Rand Paul's Lonely Stand

AP Photo/Charles Dharapak

Senator Rand Paul walks to a waiting vehicle as he leaves the Capitol after his filibuster of the nomination of John Brennan to be CIA director.

Like the roomful of monkeys who eventually write Hamlet if given long enough, or the broken clock that’s on time twice a day, sooner or later an otherwise dubious political figure will find his moral compass pointing true north if he keeps spinning in place. Or maybe it’s Senator Rand Paul of Kentucky who stays in one place as the world spins, with north finally swinging into his sights. Whatever the motive, whatever paranoia fuels the worldview that drives him, whatever withering scorn he invited yesterday from fellow Republicans who found themselves in the strange position of defending a Democratic president, Paul’s filibuster of the last 48 hours was an act of patriotism more authentic than we usually see from a right that so ostentatiously professes to love a country it refuses to understand. If nothing else, Paul returned to the tradition of the filibuster some semblance of the heroism that his minority party has left in shambles the last few years with no small assist from Democratic Majority Leader Harry Reid, the eminent hack who had the opportunity to rescue that tradition a couple of months back and declined. Thus we’re left with Paul as unlikely savior of not merely tradition but the filibuster’s intent, which is to provide a venue for the expression of lonely principles. Sometimes those principles are profound enough that stopping the country in its tracks to ponder them is worth the inconvenience, before such principles are flattened by the steamroller of national consensus.  

You may believe that drones are legitimate weapons in the ongoing defense against an enemy that’s demonstrably enthusiastic about killing American civilians by the indiscriminate thousands. You may believe that the use of drones is preferable to risking the lives of American troops, and that the collateral damage of the former isn’t necessarily greater than that of the latter. You may believe that launching a drone missile on a target site, whether on foreign soil or domestic, isn’t different in principle than police injecting a tear-gas canister into a criminal’s lair. You may believe that when an American openly forsakes allegiance to his country and opts to join an overseas enemy, at the least he flirts with treason and places life and liberty in a fateful escrow from which they later may not be withdrawn. You may believe that Barack Obama is a pretty okay guy all around and disinclined to abuse the power of the drone or to employ it in a cavalier fashion, and that the questions being raised by some on the right about Obama were never raised by the same people about President George W. Bush, who started the drone program, as Republican Senator Lindsey Graham pointed out yesterday. You may believe that the prospect of our government using drones to eliminate alleged political foes within American borders is absurd or ridiculous, to use the words of John McCain in his excoriation of Paul on the Senate floor. You may believe, as Paul himself does, that John Brennan is qualified to be director of the Central Intelligence Agency, the consideration that was at the center of Paul’s filibuster.  
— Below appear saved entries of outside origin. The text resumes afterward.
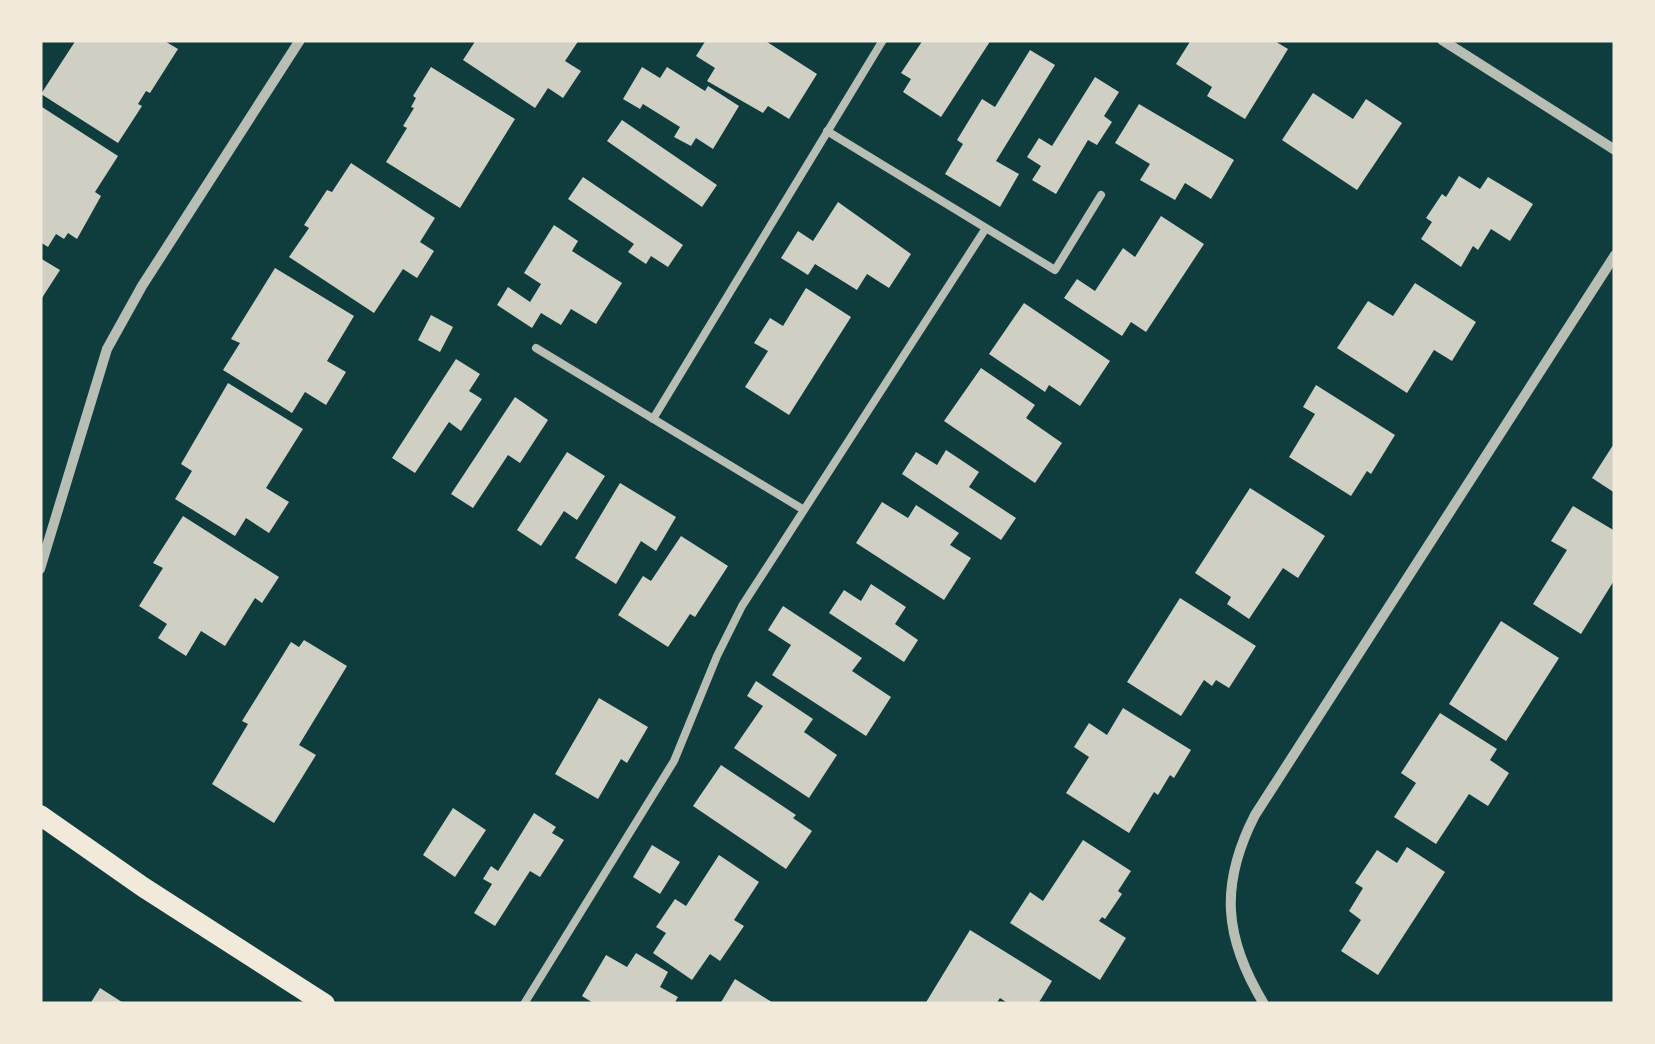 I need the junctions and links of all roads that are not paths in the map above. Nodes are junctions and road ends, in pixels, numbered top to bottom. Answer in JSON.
{"nodes":[{"id":1,"x":300,"y":40,"type":"edge"},
{"id":2,"x":883,"y":40,"type":"edge"},
{"id":3,"x":1442,"y":40,"type":"edge"},
{"id":4,"x":827,"y":131,"type":"junction"},
{"id":5,"x":1615,"y":150,"type":"edge"},
{"id":6,"x":1101,"y":195,"type":"dead end"},
{"id":7,"x":986,"y":228,"type":"junction"},
{"id":8,"x":1615,"y":255,"type":"edge"},
{"id":9,"x":536,"y":348,"type":"dead end"},
{"id":10,"x":653,"y":419,"type":"junction"},
{"id":11,"x":804,"y":510,"type":"junction"},
{"id":12,"x":40,"y":570,"type":"edge"},
{"id":13,"x":40,"y":815,"type":"edge"},
{"id":14,"x":325,"y":1004,"type":"edge"},
{"id":15,"x":524,"y":1004,"type":"edge"},
{"id":16,"x":1264,"y":1004,"type":"edge"}],
"edges":[{"from":1,"to":12,"type":"street"},
{"from":2,"to":4,"type":"lane"},
{"from":3,"to":5,"type":"street"},
{"from":4,"to":7,"type":"lane"},
{"from":4,"to":10,"type":"lane"},
{"from":6,"to":7,"type":"lane"},
{"from":7,"to":11,"type":"lane"},
{"from":8,"to":16,"type":"street"},
{"from":9,"to":10,"type":"lane"},
{"from":10,"to":11,"type":"lane"},
{"from":11,"to":15,"type":"lane"},
{"from":13,"to":14,"type":"main road"}]} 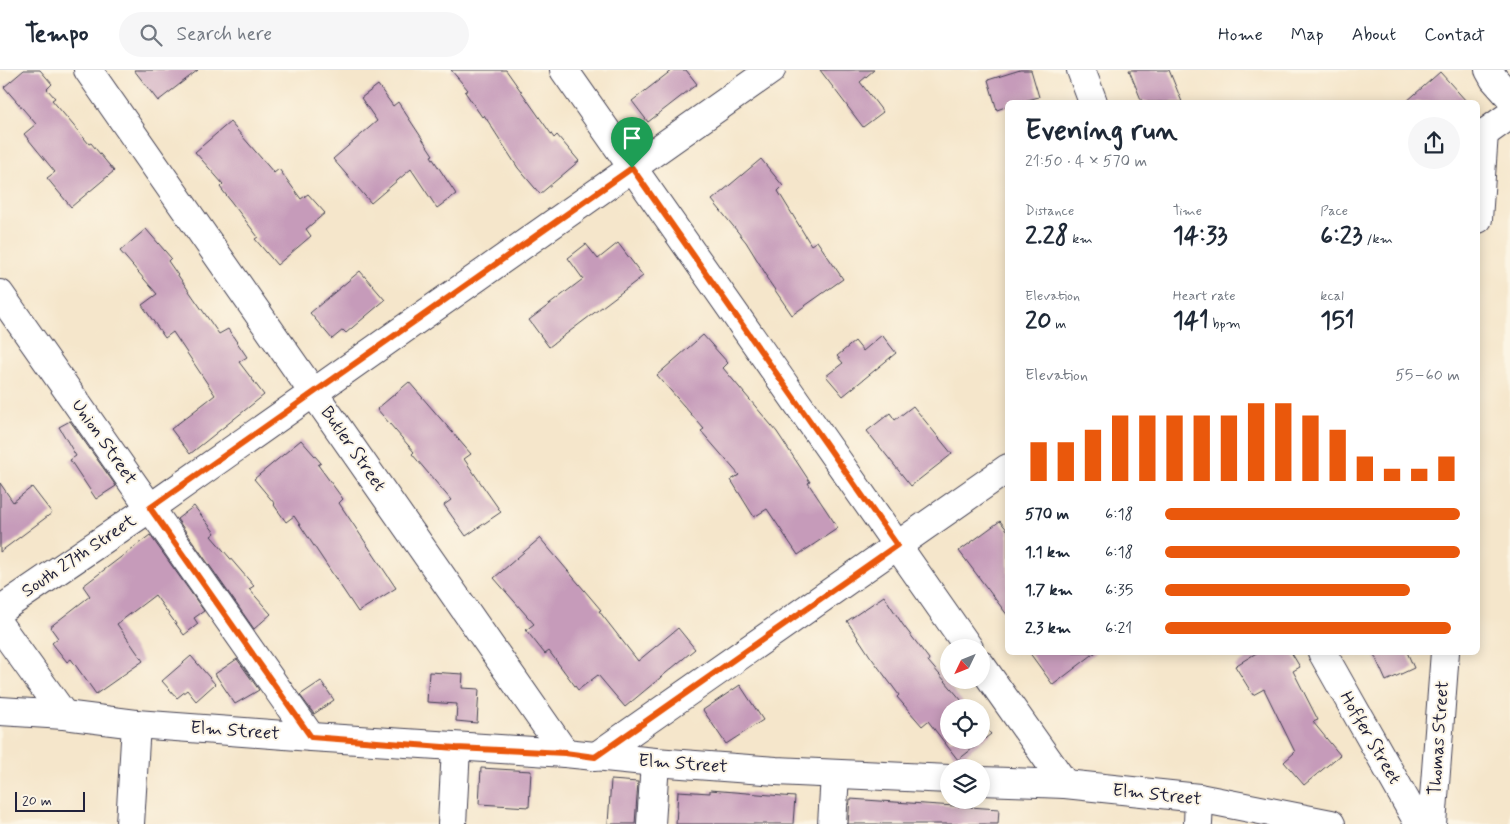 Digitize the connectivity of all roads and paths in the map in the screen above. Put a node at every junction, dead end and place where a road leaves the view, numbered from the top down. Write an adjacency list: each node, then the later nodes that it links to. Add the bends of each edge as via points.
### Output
1 (88, 70): 13 (street, Butler Street)
2 (564, 70): 11 (street)
3 (771, 70): 11 (street, South 27th Street)
4 (1081, 70): 7 (street)
5 (1489, 70): 6 (street)
6 (1510, 97)
7 (1092, 100)
8 (1510, 115): 9 (street)
9 (1481, 136): 10 (street)
10 (1480, 164)
11 (632, 168): 13 (street, South 27th Street); 16 (street)
12 (0, 294): 15 (street, Union Street)
13 (314, 392): 15 (street, South 27th Street); 28 (street, Butler Street)
14 (1005, 470): 16 (street)
15 (150, 508): 17 (street, South 27th Street); 26 (street, Union Street)
16 (897, 545): 19 (street); 29 (street)
17 (0, 610)
18 (0, 626): 24 (street)
19 (963, 639)
20 (1324, 655): 41 (street, Hoffer Street)
21 (1445, 655): 42 (street, Thomas Street)
22 (990, 678): 34 (street)
23 (0, 710): 24 (street, Elm Street)
24 (64, 715): 25 (street, Elm Street)
25 (136, 724): 26 (street, Elm Street); 36 (street)
26 (311, 737): 27 (street, Elm Street)
27 (456, 748): 28 (street, Elm Street); 37 (street)
28 (565, 753): 29 (street, Elm Street)
29 (595, 757): 30 (street, Elm Street)
30 (655, 762): 31 (street, Elm Street); 38 (street)
31 (835, 775): 32 (street, Elm Street); 39 (street)
32 (940, 780)
33 (990, 781): 34 (street, Elm Street)
34 (1065, 784): 35 (street, Elm Street)
35 (1198, 811): 40 (street, Elm Street)
36 (130, 824)
37 (452, 824)
38 (651, 824)
39 (832, 824)
40 (1331, 824)
41 (1419, 824)
42 (1432, 824)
You may not disagree with any of the above and still be glad that someone is asking the questions that Paul asked and raising the possibilities that Paul raised. Unlike the case of Chuck Hagel’s nomination as Defense Secretary, wherein Hagel was beset by inquiries about things such as the Benghazi tragedy that he had nothing to do with, the CIA practice of launching drone strikes is plainly relevant to Brennan’s nomination as is a discussion of government limits in a democracy—the great Paul preoccupation for better (such as this time) and worse (such as his belief that the civil-rights laws of the 1960s on behalf of individual liberty were also government overreaches). While Paul is given to flourishes of ideological bodice-ripping, and while there were moments in his 13-hour marathon that he got all Ayn Rand on our asses, and while his filibuster might legitimately be decried as a “stunt” (as some commentators described it), the fact is that Paul stuck to his argument albeit with the expected intellectual and rhetorical detours. A filibuster may be a stunt by its very nature, it may be grandstanding by its very definition, but Paul declined to, for instance, read into the congressional record the menu from the Jefferson Hotel where his colleagues were dining with the president even as Paul spoke. It’s even possible that the Adolf Hitler comparisons in which the right has been trading ever since Obama first was inaugurated really weren’t the comparisons that Paul insists they weren’t but were for the purposes of making a larger point, which the senator stated cogently when he pointed out that if we could trust presidents to always be on their best behavior, we wouldn’t need a constitution at all.  

In a nearby Senate hearing room at virtually the same hour that Paul began his filibuster, demagogue-in-the-making Ted Cruz of Texas, the needle of his own compass randomly grazing accuracy purely by accident, put to the attorney general of the United States a question as perfectly reasonable as it was straightforward. Does the government have the right to use a drone on an American citizen on American soil who’s not engaged in an act of hostility against the country? The single-word answer was obvious to anyone unburdened by Eric Holder’s law degree and the ethical imagination that such higher learning apparently puts in deep freeze. It took Holder a full day to find that single word, his own moral compass apparently distracted before finally settling on north, otherwise known as “No” for short. That’s all I wanted to hear, Paul concluded, heading to the bathroom before voting for Brennan’s confirmation.